_Problem to work on_: Scan the entries for "async". Every line that holds it is to be copied.
Exercise inputs: Begin
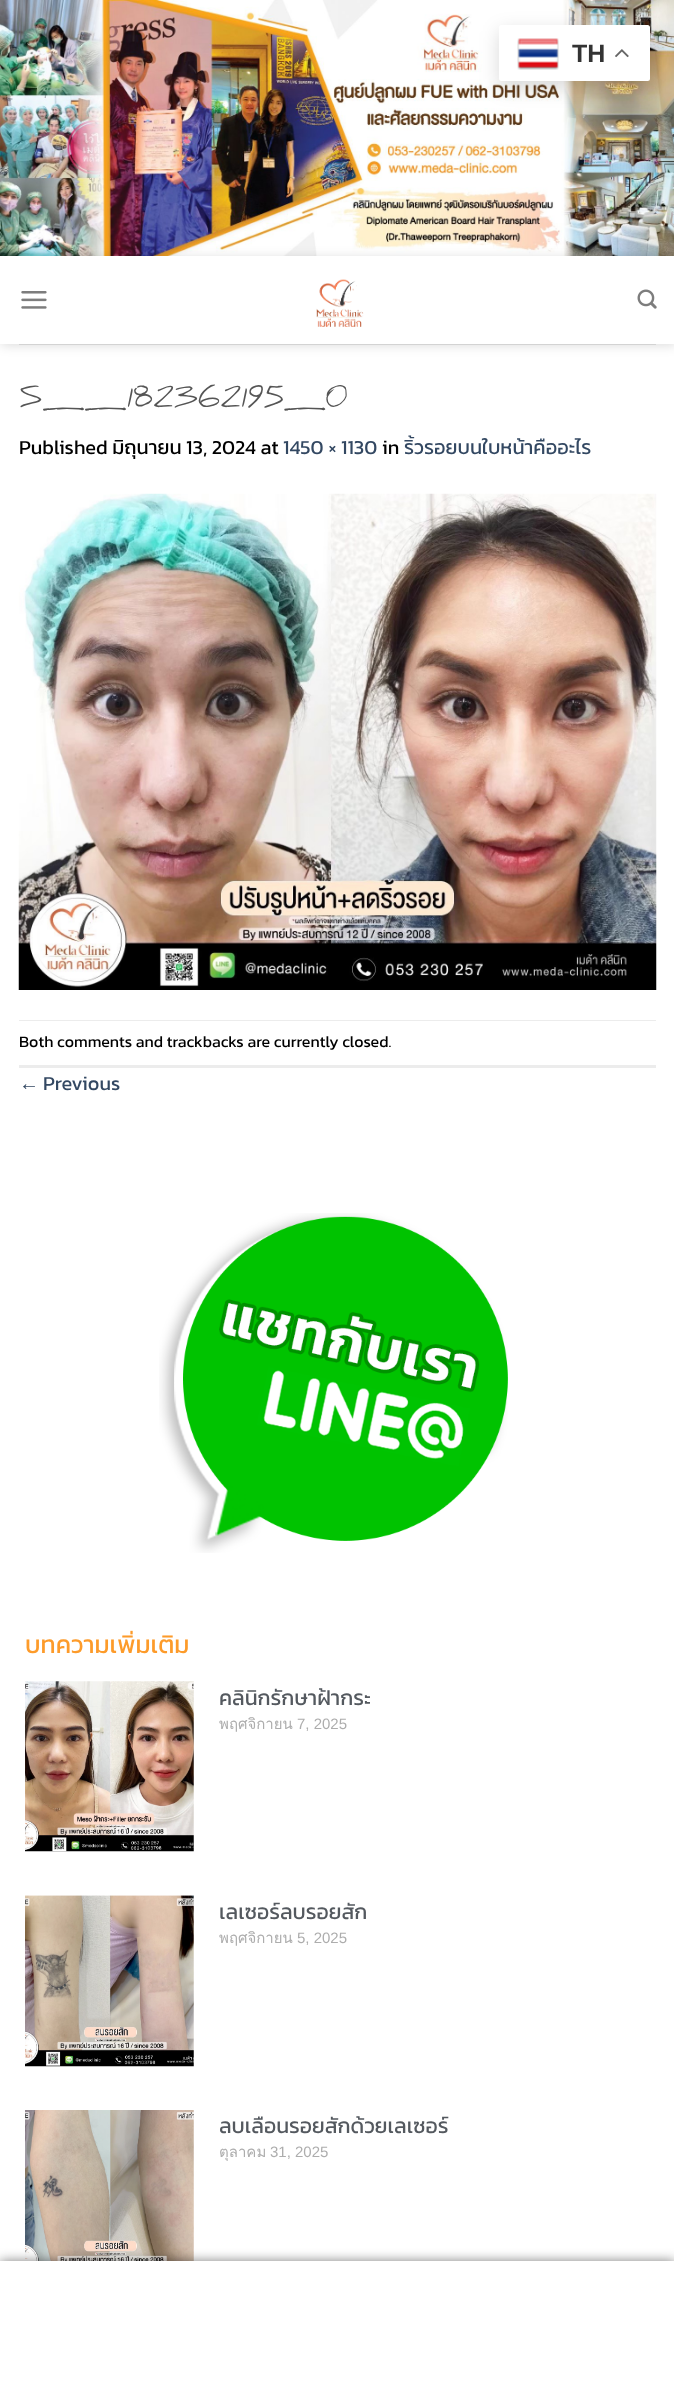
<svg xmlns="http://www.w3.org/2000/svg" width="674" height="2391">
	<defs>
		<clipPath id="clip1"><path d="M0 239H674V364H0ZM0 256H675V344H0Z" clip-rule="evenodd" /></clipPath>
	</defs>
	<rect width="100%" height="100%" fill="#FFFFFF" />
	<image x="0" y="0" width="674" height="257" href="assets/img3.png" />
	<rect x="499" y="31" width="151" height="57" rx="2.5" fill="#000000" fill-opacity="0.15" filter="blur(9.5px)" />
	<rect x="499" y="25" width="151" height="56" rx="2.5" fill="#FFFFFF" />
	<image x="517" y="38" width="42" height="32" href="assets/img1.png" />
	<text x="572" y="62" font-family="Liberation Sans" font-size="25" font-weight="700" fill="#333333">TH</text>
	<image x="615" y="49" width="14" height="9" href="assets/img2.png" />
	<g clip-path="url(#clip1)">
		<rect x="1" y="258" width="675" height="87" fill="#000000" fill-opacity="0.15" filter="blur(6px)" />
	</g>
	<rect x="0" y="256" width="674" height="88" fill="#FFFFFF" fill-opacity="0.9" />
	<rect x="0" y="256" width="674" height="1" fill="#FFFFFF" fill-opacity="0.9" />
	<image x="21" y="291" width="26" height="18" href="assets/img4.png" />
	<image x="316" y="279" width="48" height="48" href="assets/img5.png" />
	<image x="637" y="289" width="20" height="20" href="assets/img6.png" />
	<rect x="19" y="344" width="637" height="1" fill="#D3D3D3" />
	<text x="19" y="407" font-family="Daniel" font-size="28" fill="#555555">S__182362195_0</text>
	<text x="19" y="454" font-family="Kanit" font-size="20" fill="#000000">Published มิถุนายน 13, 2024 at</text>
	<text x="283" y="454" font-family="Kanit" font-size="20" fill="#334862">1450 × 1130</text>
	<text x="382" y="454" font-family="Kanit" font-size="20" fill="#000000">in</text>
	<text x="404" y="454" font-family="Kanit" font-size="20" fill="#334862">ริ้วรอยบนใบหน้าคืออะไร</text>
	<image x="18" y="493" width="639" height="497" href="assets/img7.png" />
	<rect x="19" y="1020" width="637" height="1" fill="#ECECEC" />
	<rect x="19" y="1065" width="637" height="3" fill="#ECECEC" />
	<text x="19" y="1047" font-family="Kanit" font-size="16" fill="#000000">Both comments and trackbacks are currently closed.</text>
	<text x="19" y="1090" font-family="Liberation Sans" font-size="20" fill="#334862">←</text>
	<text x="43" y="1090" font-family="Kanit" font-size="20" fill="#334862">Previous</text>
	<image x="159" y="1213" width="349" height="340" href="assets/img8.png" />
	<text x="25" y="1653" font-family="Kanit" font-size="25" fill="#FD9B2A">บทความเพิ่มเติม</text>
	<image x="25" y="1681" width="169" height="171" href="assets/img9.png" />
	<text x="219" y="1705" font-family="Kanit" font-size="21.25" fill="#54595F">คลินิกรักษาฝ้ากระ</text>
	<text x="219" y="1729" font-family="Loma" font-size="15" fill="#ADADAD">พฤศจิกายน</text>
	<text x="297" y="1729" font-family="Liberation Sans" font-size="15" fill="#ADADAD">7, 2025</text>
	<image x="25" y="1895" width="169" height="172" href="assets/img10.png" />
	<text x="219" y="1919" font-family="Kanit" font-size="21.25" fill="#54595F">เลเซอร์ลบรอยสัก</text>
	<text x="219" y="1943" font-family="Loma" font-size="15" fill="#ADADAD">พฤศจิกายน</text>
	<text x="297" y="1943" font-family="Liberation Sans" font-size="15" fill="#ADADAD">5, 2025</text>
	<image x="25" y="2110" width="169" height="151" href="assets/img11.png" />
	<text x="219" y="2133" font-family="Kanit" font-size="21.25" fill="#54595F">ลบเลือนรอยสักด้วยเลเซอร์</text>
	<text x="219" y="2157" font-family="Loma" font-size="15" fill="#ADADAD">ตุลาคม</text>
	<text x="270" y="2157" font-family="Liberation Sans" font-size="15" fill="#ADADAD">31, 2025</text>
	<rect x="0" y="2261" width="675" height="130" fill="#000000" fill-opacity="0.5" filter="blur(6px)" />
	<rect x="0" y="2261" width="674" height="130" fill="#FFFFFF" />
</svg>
Exercise inputs: End
Exercise inputs: Begin
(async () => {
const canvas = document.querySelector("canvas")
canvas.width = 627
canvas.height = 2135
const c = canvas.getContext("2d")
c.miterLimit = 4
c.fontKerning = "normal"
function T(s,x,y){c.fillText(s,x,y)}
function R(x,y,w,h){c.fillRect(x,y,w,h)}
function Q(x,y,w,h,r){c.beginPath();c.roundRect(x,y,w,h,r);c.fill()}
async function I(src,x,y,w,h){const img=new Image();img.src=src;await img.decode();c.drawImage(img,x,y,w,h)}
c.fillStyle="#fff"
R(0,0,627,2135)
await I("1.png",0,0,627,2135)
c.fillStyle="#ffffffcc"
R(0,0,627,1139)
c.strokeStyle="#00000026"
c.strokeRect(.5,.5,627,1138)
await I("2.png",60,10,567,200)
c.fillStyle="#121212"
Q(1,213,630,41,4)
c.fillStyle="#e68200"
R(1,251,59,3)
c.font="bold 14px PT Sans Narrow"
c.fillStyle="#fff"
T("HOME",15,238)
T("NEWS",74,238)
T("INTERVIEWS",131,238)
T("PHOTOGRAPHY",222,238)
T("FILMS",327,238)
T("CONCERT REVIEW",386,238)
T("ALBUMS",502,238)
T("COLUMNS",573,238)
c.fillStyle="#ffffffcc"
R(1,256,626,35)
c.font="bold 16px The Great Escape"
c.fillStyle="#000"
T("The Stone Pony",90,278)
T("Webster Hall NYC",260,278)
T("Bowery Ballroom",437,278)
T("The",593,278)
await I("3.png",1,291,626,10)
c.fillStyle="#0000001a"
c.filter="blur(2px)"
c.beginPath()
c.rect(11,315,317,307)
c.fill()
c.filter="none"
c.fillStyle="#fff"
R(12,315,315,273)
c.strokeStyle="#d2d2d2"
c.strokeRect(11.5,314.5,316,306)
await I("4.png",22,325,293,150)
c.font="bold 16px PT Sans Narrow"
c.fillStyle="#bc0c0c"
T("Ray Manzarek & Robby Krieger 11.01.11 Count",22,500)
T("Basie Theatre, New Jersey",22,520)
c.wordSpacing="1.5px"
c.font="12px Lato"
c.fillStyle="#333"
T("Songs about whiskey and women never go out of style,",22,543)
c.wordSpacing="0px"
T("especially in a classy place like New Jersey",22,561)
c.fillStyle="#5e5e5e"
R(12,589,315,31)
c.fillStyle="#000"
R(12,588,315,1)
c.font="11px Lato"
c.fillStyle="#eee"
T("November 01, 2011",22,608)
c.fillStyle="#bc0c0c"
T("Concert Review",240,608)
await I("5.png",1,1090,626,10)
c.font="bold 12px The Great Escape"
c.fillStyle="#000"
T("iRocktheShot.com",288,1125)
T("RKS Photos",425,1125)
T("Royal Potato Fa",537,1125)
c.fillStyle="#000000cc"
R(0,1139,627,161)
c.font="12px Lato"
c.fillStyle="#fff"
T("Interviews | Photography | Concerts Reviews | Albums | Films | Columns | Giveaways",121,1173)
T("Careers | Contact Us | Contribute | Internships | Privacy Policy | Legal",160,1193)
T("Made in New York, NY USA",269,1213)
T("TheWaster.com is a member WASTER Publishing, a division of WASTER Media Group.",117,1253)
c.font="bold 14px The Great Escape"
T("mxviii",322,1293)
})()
Exercise inputs: End
_Output for this exercise_:
(async () => {
async function I(src,x,y,w,h){const img=new Image();img.src=src;await img.decode();c.drawImage(img,x,y,w,h)}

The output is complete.